#### What needs to be done:
Exclude the pictures and reproduce the remaining data exactly as written.

#### Collected data:
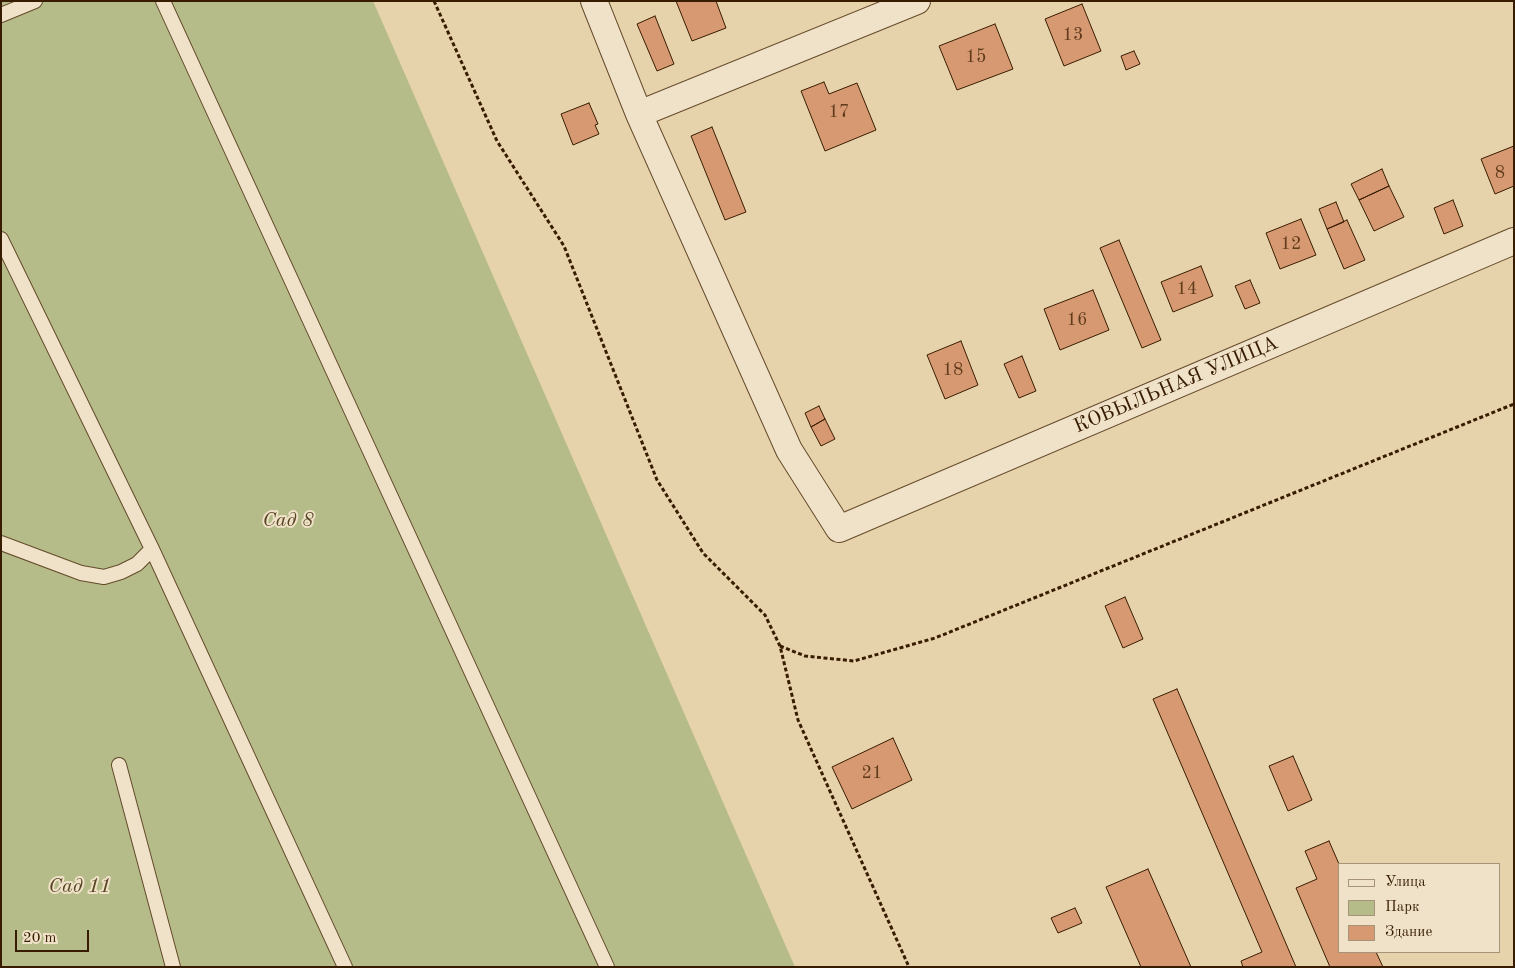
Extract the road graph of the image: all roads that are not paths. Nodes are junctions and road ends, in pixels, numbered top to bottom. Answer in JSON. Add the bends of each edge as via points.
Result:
{"nodes":[{"id":1,"x":35,"y":1,"type":"edge"},
{"id":2,"x":164,"y":1,"type":"edge"},
{"id":3,"x":594,"y":1,"type":"edge"},
{"id":4,"x":917,"y":1,"type":"edge"},
{"id":5,"x":1,"y":15,"type":"edge"},
{"id":6,"x":639,"y":114,"type":"junction"},
{"id":7,"x":1,"y":239,"type":"edge"},
{"id":8,"x":1514,"y":241,"type":"edge"},
{"id":9,"x":1,"y":544,"type":"edge"},
{"id":10,"x":152,"y":549,"type":"junction"},
{"id":11,"x":119,"y":764,"type":"dead end"},
{"id":12,"x":173,"y":967,"type":"edge"},
{"id":13,"x":344,"y":967,"type":"edge"},
{"id":14,"x":607,"y":967,"type":"edge"}],
"edges":[{"from":1,"to":5,"type":"lane"},
{"from":2,"to":14,"type":"lane"},
{"from":3,"to":6,"type":"street"},
{"from":4,"to":6,"type":"street"},
{"from":6,"to":8,"type":"street","name":"КОВЫЛЬНАЯ УЛИЦА","via":[[789,450],[839,530]]},
{"from":7,"to":10,"type":"lane"},
{"from":9,"to":10,"type":"lane","via":[[81,573],[104,576],[137,564]]},
{"from":10,"to":13,"type":"lane"},
{"from":11,"to":12,"type":"lane"}]}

#### Written solution:
Extract the road graph of the image: all roads that are not paths. Nodes are junctions and road ends, in pixels, numbered top to bottom. Answer in JSON. Add the bends of each edge as via points.
Result:
{"nodes":[{"id":1,"x":35,"y":1,"type":"edge"},
{"id":2,"x":164,"y":1,"type":"edge"},
{"id":3,"x":594,"y":1,"type":"edge"},
{"id":4,"x":917,"y":1,"type":"edge"},
{"id":5,"x":1,"y":15,"type":"edge"},
{"id":6,"x":639,"y":114,"type":"junction"},
{"id":7,"x":1,"y":239,"type":"edge"},
{"id":8,"x":1514,"y":241,"type":"edge"},
{"id":9,"x":1,"y":544,"type":"edge"},
{"id":10,"x":152,"y":549,"type":"junction"},
{"id":11,"x":119,"y":764,"type":"dead end"},
{"id":12,"x":173,"y":967,"type":"edge"},
{"id":13,"x":344,"y":967,"type":"edge"},
{"id":14,"x":607,"y":967,"type":"edge"}],
"edges":[{"from":1,"to":5,"type":"lane"},
{"from":2,"to":14,"type":"lane"},
{"from":3,"to":6,"type":"street"},
{"from":4,"to":6,"type":"street"},
{"from":6,"to":8,"type":"street","name":"КОВЫЛЬНАЯ УЛИЦА","via":[[789,450],[839,530]]},
{"from":7,"to":10,"type":"lane"},
{"from":9,"to":10,"type":"lane","via":[[81,573],[104,576],[137,564]]},
{"from":10,"to":13,"type":"lane"},
{"from":11,"to":12,"type":"lane"}]}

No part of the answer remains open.